ʿAṣfūriyyeh (formally, the Lebanon Hospital for the Insane) was founded by a Swiss Quaker missionary in 1896, one of the first modern psychiatric hospitals in the Middle East. It closed its doors in 1982, a victim of Lebanon’s brutal fifteen-year civil war.

The book uses the rise and fall of this institution as a lens through which to examine the development of modern psychiatric theory and practice in the region as well as the socio-political history of modern Lebanon. ‘Aṣfūriyyeh becomes a window into social-policy questions relating to dependency and welfare, definitions of deviance, the relation of mission to empire, state-building processes, and the relation of medical authority to religion.

Abi-Rached shows how ʿAṣfūriyyeh’s role shifted from a missionary enterprise to a national institution with wide regional influence. She offers a gripping chronicle of patients’ and staff members’ experiences during the Lebanese civil war and analyzes the hospital’s distinctive nonsectarian philosophy. When ʿAṣfūriyyeh closed down, health in general and mental health in particular became more visibly sectarianized—monopolized by various religious and political actors.

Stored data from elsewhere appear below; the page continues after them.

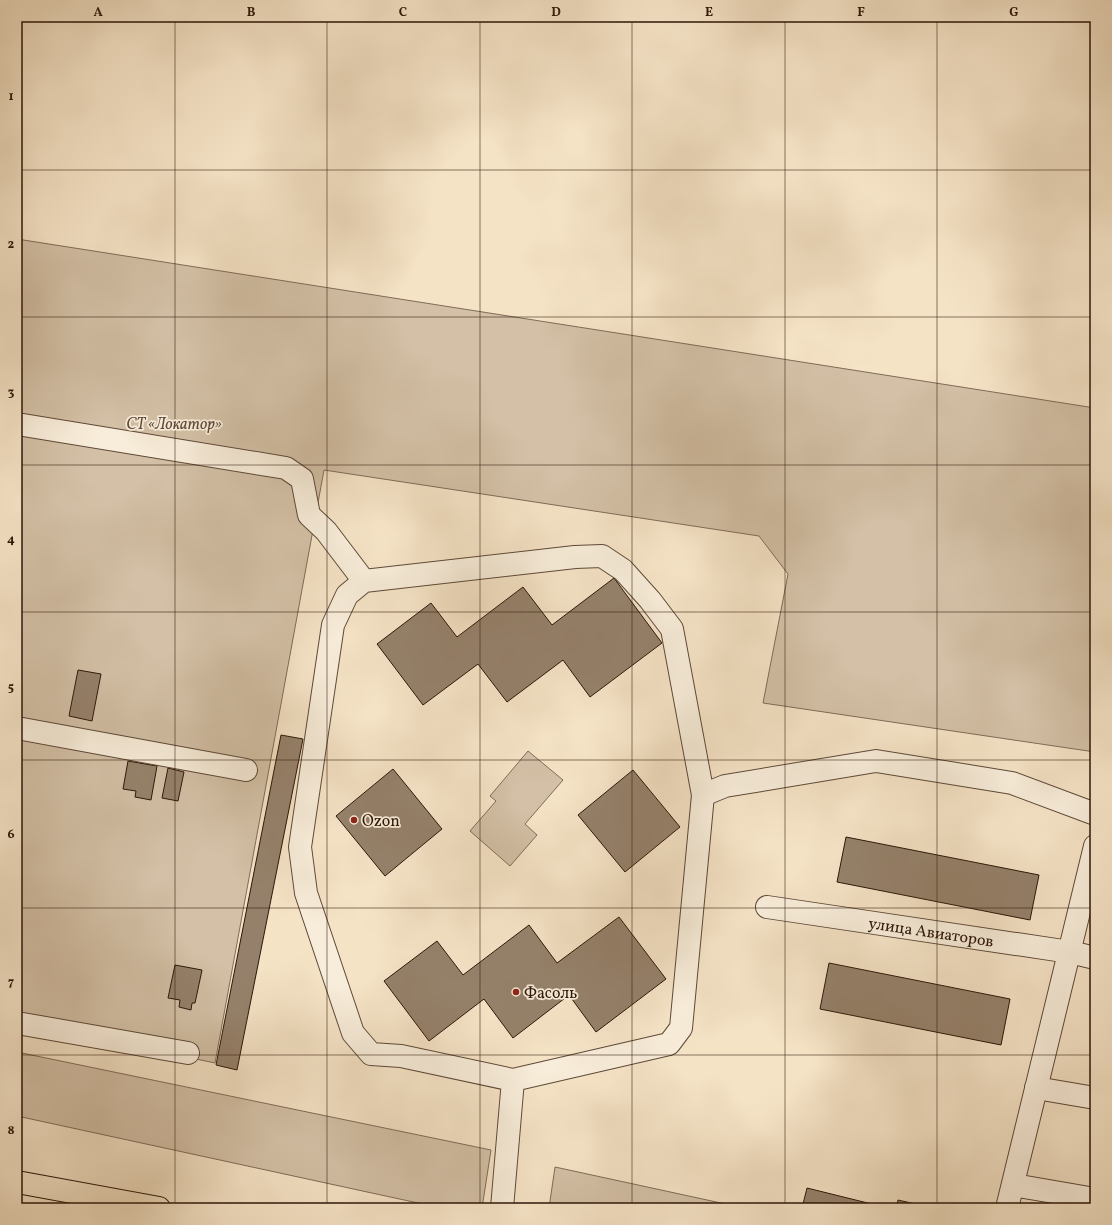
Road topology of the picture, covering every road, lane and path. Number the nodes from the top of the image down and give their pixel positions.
1 (17, 424) edge
2 (364, 581) junction
3 (17, 728) edge
4 (246, 770) dead end
5 (703, 795) junction
6 (1095, 814) edge
7 (1095, 846) edge
8 (767, 907) dead end
9 (1070, 952) junction
10 (1095, 958) edge
11 (17, 1023) edge
12 (188, 1053) dead end
13 (513, 1080) junction
14 (1036, 1088) junction
15 (1095, 1098) edge
16 (17, 1182) edge
17 (1012, 1185) junction
18 (1095, 1200) edge
19 (159, 1208) edge
20 (502, 1208) edge
21 (1007, 1208) edge

1 - 2 street
2 - 5 street
2 - 13 street
3 - 4 street
5 - 6 street
5 - 13 street
7 - 9 street
8 - 9 street, улица Авиаторов
9 - 10 street, улица Авиаторов
9 - 14 street
11 - 12 street
13 - 20 street
14 - 15 street
14 - 17 street
16 - 19 main road
17 - 18 street
17 - 21 street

Once hailed for its progressive approach to mental illness and its cosmopolitanism, ʿAṣfūriyyeh became a stigmatizing term, a byword for madness and deviance, ultimately epitomizing a failed project of modernity. Reflecting on the afterlife of this and other medical institutions, especially those affected by war, Abi-Rached calls for a new ethics of memory, more attuned to our global yet increasingly fragmented, unstable, and violent present.